A l’unanimité de la presse spécialisée française, le milieu de terrain international a été plébiscité meilleur acteur du chaud derby entre Lille et Lens (3-0) et l’un des principaux artisans de la très belle victoire des coéquipiers d’Aïssa Mandi à l’occasion de cette 28ème journée du championnat de Ligue 1. «Métronome, artiste, chef d’orchestre». La liste aurait, d’ailleurs, pu être encore longue pour qualifier ses performances, mentionnait ainsi le journal de référence L’Équipe, pour la rédaction duquel l’ancien sociétaire de Tottenham a été «récompensé de la note de 8/10 dans les colonnes du quotidien, qui le désigne Dogue de la rencontre». «Sa passe à une touche vers (Hakon) Haraldsson (19’) peut résumer sa performance. Du cousu main», renchérit ledit support médiatique, qui a, également, mis en exergue le fait que «ce soit offensivement ou défensivement, le milieu algérien était omniprésent».
Genesio et les médias français l’encensent
«À la fois puissant pour résister à la pression de ses adversaires, il a su trouver les bonnes ouvertures dans le dos du milieu, tout en récupérant des balles à la pelle (7)», l’a-t-on crédité. Son entraineur, Bruno Genesio, ne tarissait pas non plus d’éloges à son égard. «Nabil ? Il est sur la lancée de ses derniers matchs. Il a été très bon à Rennes et à Marseille aussi, également ce soir dans un rôle de sentinelle qui lui convient très bien.

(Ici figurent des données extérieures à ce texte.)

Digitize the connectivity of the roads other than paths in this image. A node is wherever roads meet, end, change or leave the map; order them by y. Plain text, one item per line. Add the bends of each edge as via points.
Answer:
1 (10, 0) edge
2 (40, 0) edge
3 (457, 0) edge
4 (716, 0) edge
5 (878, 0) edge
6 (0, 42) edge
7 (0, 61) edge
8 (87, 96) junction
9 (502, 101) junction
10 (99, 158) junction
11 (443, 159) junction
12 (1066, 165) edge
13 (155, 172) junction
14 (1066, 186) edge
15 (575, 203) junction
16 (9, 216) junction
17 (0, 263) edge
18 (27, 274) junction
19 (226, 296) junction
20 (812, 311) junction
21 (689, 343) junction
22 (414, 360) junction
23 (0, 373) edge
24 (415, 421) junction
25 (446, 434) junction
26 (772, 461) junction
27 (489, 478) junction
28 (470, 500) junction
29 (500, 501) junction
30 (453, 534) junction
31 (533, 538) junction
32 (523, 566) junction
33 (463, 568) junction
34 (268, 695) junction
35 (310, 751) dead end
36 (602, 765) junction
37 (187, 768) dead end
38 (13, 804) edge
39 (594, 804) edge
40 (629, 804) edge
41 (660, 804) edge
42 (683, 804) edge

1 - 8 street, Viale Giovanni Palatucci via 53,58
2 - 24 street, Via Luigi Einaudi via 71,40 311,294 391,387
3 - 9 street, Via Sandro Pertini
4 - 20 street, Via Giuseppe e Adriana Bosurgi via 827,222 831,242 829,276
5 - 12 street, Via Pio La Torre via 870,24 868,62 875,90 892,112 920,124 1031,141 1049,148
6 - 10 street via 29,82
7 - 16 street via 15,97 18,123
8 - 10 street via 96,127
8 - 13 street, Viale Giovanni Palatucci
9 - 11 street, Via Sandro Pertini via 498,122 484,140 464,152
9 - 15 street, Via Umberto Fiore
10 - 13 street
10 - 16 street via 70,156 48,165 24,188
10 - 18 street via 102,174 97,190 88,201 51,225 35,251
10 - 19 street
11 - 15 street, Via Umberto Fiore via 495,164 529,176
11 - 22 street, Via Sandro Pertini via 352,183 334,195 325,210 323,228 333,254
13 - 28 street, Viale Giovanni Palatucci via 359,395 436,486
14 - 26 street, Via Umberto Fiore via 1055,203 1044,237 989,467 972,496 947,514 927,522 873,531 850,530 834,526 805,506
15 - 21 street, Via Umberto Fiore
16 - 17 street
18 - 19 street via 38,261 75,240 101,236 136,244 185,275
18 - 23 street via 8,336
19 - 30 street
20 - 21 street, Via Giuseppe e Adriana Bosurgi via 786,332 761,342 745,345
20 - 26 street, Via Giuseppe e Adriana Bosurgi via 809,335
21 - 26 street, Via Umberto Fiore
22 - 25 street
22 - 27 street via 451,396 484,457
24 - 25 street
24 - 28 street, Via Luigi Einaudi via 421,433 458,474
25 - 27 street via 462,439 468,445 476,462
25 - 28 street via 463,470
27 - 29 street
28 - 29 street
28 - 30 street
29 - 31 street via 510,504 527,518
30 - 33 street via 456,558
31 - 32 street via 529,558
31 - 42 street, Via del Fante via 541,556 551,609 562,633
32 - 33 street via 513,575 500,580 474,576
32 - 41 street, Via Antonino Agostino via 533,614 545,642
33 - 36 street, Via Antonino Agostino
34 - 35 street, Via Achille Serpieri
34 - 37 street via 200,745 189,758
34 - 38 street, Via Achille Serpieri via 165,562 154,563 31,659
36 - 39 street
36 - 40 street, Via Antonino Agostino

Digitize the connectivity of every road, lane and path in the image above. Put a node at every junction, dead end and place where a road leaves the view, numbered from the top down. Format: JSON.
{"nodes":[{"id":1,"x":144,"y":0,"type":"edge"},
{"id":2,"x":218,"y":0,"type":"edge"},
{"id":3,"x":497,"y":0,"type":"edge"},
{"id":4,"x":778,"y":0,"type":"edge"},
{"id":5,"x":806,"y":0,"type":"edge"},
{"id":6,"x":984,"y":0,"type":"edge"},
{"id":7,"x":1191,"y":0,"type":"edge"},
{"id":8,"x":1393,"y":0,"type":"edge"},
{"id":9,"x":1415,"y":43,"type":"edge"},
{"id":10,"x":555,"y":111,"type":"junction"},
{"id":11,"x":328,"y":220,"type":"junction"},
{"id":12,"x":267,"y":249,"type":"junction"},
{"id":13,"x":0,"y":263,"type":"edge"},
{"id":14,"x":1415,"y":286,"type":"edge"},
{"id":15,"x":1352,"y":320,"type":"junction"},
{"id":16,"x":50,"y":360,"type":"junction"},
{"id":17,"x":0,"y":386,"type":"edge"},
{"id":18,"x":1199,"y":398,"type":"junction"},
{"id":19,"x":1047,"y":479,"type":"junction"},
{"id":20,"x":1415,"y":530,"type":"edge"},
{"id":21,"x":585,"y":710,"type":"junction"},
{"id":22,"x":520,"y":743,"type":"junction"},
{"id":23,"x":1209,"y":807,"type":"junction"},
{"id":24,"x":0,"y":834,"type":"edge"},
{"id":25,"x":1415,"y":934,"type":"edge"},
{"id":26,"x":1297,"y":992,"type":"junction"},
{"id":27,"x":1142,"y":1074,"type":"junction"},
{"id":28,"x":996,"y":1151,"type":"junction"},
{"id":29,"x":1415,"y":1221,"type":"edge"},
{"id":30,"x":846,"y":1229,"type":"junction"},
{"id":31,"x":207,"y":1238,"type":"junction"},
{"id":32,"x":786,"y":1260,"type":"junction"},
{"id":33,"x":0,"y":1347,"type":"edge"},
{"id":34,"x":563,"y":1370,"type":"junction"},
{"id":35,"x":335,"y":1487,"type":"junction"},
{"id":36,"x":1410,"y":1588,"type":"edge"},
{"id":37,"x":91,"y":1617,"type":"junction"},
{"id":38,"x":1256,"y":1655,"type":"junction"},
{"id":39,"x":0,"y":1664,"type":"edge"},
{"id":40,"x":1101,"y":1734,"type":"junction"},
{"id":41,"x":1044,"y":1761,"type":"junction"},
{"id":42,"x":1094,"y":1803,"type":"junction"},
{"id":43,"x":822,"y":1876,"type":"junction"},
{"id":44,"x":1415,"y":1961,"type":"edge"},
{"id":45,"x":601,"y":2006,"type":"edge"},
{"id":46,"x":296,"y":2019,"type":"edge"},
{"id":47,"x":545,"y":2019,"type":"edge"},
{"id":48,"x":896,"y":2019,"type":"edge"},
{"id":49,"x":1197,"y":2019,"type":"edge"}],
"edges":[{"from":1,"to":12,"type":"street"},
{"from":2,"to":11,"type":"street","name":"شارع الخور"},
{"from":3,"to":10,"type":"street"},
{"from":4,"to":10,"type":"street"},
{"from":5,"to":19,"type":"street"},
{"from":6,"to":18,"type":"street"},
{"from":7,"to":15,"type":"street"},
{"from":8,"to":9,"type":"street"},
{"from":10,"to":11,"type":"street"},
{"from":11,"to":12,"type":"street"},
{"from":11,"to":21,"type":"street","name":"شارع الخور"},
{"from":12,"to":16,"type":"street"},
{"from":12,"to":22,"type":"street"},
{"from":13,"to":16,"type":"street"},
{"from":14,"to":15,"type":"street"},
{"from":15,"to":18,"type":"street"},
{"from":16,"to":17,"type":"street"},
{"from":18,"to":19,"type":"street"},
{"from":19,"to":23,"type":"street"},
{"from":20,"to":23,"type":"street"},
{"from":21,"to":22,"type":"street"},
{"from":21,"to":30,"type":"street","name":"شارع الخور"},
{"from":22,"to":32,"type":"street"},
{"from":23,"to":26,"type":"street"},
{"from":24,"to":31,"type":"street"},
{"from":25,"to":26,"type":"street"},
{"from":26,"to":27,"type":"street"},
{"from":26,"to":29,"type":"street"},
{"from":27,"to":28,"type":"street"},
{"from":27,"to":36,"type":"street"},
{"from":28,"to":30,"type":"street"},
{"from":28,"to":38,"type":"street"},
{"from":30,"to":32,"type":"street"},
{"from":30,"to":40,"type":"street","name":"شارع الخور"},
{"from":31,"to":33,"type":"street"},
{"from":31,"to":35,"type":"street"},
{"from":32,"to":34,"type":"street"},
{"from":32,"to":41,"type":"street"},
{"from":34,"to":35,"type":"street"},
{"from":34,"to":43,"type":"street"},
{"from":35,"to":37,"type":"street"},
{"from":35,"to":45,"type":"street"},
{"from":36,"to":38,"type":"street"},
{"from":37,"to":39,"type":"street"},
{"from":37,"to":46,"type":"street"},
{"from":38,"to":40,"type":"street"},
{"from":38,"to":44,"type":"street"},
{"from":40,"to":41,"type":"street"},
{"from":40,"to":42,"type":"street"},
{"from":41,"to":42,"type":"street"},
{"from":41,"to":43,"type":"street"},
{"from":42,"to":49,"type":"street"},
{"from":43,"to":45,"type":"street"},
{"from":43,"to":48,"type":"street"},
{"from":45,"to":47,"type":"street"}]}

On avait identifié certains points au milieu de terrain et Nabil a appliqué à la lettre ce qu’on avait observé», notait le coach lillois qui avait, rappelle-t-on, plaidé dernièrement pour un «retour» de son protégé en sélection nationale. Un come-back auquel le principal concerné a, logiquement, fait référence au sorti d’une telle prestation majuscule, rappelant dans un langage à peine connoté qu’il garde toujours espoir de disputer ce qui serait alors sa seconde Coupe du monde après la belle et inoubliable épopée de 2014 au Brésil, sous la coupe d’un certain Vahid Halilhodzic.
«Le Mondial ? Je travaille pour y être»
«Si je serais déçu de ne pas aller à la Coupe du monde ? J’espère faire partie de cette aventure. Je travaille dur tous les jours pour y parvenir. Maintenant, la décision revient au coach (Vladimir Petkovic). Moi, la seule chose que je peux faire, c’est continuer de travailler, rester fit et performant», répondait-il ainsi à une question directe sur le sujet. Le patron de l’entrejeu lillois ne s’est, dans la foulée, pas caché pour confirmer son excellente forme du moment. «Je ne sais pas si c’est ma meilleure période lilloise, mais ce qui est certain, c’est que je me sens très bien. Ouais, ça doit faire partie de mes meilleures périodes à Lille. D’autant plus que je me sens bien, ce qui est d’ailleurs à l’image du collectif parce que l’on est mieux. Moi, je me sens bien. On a trouvé certains automatismes tous ensemble.
Petkovic, une rancune tenace ?
On a traversé des difficultés en ce début d’année et ça nous a permis, tous, de grandir et de se connaître un peu mieux», résumera, dans un langage porté toujours vers la promotion du collectif, Nabil Bentaleb que le premier responsable du staff technique des Verts n’a plus rappelé depuis la mi-octobre 2025. Or, pour cocher toutes les cases exigées par le tacticien bosnien pour faire partie du groupe des 26 concernés par le Mondial en Amérique, principalement celle ayant trait à une condition physique à 100 %, l’ancien joueur de Schalke 04 présente, en cette entame de printemps, assez de garanties pour postuler à une présence parmi la liste qu’énoncera, normalement, Vladimir Petkovic lors de la dernière semaine du mois de mai. A moins que l’ancien driver de la Suisse ne lui tienne rigueur d’un «épisode» dont le vestiaire des Verts garde jalousement le secret.